About three times a year, the fitness center I go to has a 90 Day Challenge and every year since I began my weight loss journey, I sign up for them. The national winner receives $10,000. And the local club winner receives some perks – like their very own locker! I may win someday. I hope to, but sometimes, I think that whenever I sign up for a 90 Day Challenge, I get jinxed. Something seems to always happen that stresses me to the max. I get sick. The dog dies. Somebody else gets sick. Maybe it’s just a negative mindset? Maybe I need more self-discipline? Maybe, I just need to do it and do it to the best of my ability and maybe I will lose more than three pounds in 90 Days this time.
Maybe if I blog about it I will get more accountability?
The challenge started on a Saturday when I weighed in. The week actually started the following Tuesday, which are regular weigh in days. My fitness trainer signed me up and I am on his Team, which of course makes me want to do well, cuz I don’t want to disappoint him. I have 40 pounds I need to lose.
I realize on Sunday that weekends are the hardest to focus on proper nutrition. Weekends are when temptations rear their ugly head. I want to eat out. I want to get away from the empty, quiet, gloomy loneliness of an empty, quiet, gloomy house. Or I escape to my scrapbook room and start working on a project and get so busy, I forget to eat. Weekends are hard to balance. Weekends are hard to focus. I did get to spend time at a friends house – watching the Super Bowl and making cards. It started out as a clean eating day with a smoothie using my protein powder and almond milk – but then… I ate chocolate : (
The Broncos won though! Is that a Non-Scale Victory?!
Monday my mindfulness has flown out the window. I ran my car out of gas! Seriously. At least I had made it to the gym parking lot and as I was talking on the phone with my mom – the car sputtered and died. I forgot to fill ‘er up. I have never done this before. During my workout, I realize that stress makes my heart rate stay up and I can’t recover quickly to a Zone 1 heart rate. See? I’m serious. 90 Day Challenges are a jinx. Right?
Tuesday makes me wonder where my mindfulness is going. I arrive at an appointment two hours early! So I left and dropped the car off at the mechanic. When I ran out of gas – a kind person – who was trying to help me get gas into my capless gas tank, got the end of a broken funnel piece stuck in my gas tank and the gas pump kept clicking off since it thought my gas tank was full. I am really mad at Ford right now. My metabolic coach sent me home and told me to go rest. I really need to get my act together. I weighed in on Saturday – so I didn’t have to weigh in today. Thank goodness. At 4 AM, I wake up and eat cinnamon sugar toast. I am eating my stress. At least it was sprouted grain bread.
Wednesday, I am having a hard time being positive. I picked up the car from the mechanic today and paid a pretty penny to get it fixed – all because I did not have my act together. This needs to change. I ate lunch at On the Border. I was super hungry.

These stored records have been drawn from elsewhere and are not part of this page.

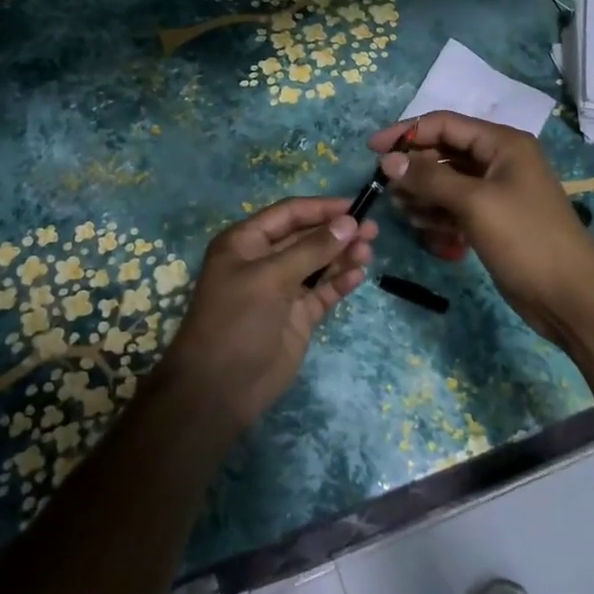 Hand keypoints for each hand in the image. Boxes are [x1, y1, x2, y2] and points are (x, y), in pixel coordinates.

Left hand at [167, 197, 376, 431]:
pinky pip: (323, 292)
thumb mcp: (270, 278)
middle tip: (373, 230)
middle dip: (338, 232)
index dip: (321, 208)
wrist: (220, 388)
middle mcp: (264, 261)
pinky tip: (358, 276)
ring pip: (319, 264)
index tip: (356, 206)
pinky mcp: (298, 316)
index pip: (289, 214)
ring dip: (342, 256)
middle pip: (307, 237)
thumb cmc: (237, 320)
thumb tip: (349, 222)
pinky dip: (340, 282)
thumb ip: (312, 249)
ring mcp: (282, 290)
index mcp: (246, 242)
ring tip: (368, 251)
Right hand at [369, 111, 593, 347]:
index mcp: (502, 143)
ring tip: (407, 214)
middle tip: (389, 191)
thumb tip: (388, 160)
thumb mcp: (474, 202)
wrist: (569, 295)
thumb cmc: (524, 238)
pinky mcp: (492, 219)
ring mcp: (496, 191)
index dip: (406, 133)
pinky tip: (426, 228)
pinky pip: (455, 206)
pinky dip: (438, 214)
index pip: (444, 124)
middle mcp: (498, 160)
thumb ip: (429, 177)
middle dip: (414, 169)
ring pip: (446, 181)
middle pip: (443, 152)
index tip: (371, 150)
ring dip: (423, 194)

Thursday, I read a quote that says “If you find yourself in the wrong story, Leave!” I like that! A good friend/mentor of mine said that as you remember your why, remember that only you have that unique thumbprint to put your mark upon what you create. Have the confidence to START!” That really resonated with me. Just because my first week went crappy doesn’t mean the next 11 weeks have to. Today I went car shopping and I’m trading my Ford in. My nutrition is doing better, but still not great, cause life keeps happening. I ate a kids meal from Burger King.
Friday there was no time to cook. so I ate gluten free pizza from Domino’s. Definitely not going to help me lose weight, but I was in the process of buying a Jeep Liberty. A 2007 with less than 50,000 miles on it. I want to make a vow to eat clean. Starting now, no eating out and no sweets. A vow to myself to be more mindful about my nutrition. A vow to get back to better habits so I can continue to inspire others.
And that’s what I want to do. That is my why!
I want to inspire others.
Everyday this week, I made it to the gym and did my workouts and I had my sessions with my fitness trainer. My nutrition wasn’t spot on, but I have realized that I need to do better. Wonder what next week will bring?
Leave comments. How is your weight loss journey going? When do you find it is the hardest to focus on nutrition. How do you overcome that?
One thought on “A 90 Day Weight Loss Challenge Journey – Week One”
My hard time are limited, specifically, to my washing hours.
Lately, it’s been VERY difficult for me to be mindful about what I eat – or to even allow myself to look at myself and ask why I had Pizza Hut pizza for lunch, along with their garlic cheese bread and one of their brownies.
I need focus. I need discipline, wisdom and a better attitude.